:: Data to process
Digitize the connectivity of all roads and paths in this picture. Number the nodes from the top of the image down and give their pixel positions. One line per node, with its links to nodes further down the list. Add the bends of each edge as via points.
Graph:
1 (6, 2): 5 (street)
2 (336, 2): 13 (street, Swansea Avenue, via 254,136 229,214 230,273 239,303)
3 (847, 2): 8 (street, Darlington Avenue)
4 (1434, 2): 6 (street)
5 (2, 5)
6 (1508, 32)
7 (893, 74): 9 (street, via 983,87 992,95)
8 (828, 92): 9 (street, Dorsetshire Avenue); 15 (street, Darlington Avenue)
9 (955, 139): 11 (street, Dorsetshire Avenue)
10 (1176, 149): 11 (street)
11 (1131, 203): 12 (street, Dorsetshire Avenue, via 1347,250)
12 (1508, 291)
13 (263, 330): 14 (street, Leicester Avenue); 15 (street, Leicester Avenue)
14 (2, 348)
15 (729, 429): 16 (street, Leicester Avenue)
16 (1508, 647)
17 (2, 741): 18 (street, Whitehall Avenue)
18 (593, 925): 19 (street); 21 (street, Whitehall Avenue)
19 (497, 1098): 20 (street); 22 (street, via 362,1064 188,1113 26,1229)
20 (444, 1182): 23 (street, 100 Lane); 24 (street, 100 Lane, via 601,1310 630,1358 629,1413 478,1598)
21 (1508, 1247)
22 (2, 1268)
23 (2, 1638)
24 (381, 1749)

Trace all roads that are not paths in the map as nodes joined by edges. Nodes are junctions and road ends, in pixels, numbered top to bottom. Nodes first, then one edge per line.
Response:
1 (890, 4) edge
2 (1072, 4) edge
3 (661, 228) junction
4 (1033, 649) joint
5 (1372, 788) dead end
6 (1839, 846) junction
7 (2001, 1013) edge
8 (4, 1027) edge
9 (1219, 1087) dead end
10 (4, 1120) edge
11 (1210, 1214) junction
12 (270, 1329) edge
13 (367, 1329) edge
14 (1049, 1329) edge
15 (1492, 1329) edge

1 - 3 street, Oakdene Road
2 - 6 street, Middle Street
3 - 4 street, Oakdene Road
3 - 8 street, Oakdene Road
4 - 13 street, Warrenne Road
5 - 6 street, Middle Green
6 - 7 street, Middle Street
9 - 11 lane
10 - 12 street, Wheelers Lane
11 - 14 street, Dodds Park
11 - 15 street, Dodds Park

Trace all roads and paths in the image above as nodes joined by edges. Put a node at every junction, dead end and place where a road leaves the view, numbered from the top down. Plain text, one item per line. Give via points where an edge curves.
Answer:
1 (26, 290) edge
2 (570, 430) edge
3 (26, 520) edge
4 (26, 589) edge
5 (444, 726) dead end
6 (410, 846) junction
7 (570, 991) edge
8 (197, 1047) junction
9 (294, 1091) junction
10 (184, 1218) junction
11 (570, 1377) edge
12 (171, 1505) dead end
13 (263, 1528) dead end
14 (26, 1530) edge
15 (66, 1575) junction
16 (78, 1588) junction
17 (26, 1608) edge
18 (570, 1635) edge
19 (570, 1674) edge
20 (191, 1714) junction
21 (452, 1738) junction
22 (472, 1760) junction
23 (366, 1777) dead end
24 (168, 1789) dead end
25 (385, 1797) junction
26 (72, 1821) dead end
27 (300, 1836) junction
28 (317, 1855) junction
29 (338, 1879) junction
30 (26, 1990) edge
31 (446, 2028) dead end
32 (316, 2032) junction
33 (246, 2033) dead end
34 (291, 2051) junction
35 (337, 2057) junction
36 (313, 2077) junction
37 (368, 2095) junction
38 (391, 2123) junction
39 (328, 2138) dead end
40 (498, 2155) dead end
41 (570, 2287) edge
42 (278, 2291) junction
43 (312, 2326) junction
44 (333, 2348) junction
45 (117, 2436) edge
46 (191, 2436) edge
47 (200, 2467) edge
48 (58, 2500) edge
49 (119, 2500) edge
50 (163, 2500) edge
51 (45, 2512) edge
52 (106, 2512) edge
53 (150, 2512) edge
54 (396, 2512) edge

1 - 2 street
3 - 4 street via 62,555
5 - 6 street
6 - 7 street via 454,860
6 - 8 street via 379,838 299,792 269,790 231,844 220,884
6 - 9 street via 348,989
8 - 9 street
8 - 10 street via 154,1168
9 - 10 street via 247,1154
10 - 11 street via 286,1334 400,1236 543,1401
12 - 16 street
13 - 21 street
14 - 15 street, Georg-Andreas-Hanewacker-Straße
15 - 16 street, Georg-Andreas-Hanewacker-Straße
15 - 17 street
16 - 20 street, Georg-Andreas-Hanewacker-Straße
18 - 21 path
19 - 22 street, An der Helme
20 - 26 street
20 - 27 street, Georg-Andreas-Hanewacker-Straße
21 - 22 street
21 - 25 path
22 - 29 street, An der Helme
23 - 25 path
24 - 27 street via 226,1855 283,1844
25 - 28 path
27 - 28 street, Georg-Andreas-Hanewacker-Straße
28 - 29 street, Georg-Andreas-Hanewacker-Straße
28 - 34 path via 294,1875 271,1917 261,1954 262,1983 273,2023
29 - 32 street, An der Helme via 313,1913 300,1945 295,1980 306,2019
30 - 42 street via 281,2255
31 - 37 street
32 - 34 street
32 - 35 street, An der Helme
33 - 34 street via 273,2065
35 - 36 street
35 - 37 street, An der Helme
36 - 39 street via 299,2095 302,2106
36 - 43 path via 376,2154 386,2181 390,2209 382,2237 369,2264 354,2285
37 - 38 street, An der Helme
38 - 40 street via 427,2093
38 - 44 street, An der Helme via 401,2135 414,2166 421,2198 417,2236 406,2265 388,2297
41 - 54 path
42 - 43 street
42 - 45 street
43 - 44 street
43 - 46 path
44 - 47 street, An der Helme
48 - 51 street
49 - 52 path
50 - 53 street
::::
§ Exercise instructions
Pick each line holding the word "Dodds" out of the listing.

§ Exercise solution
11 - 14 street, Dodds Park
11 - 15 street, Dodds Park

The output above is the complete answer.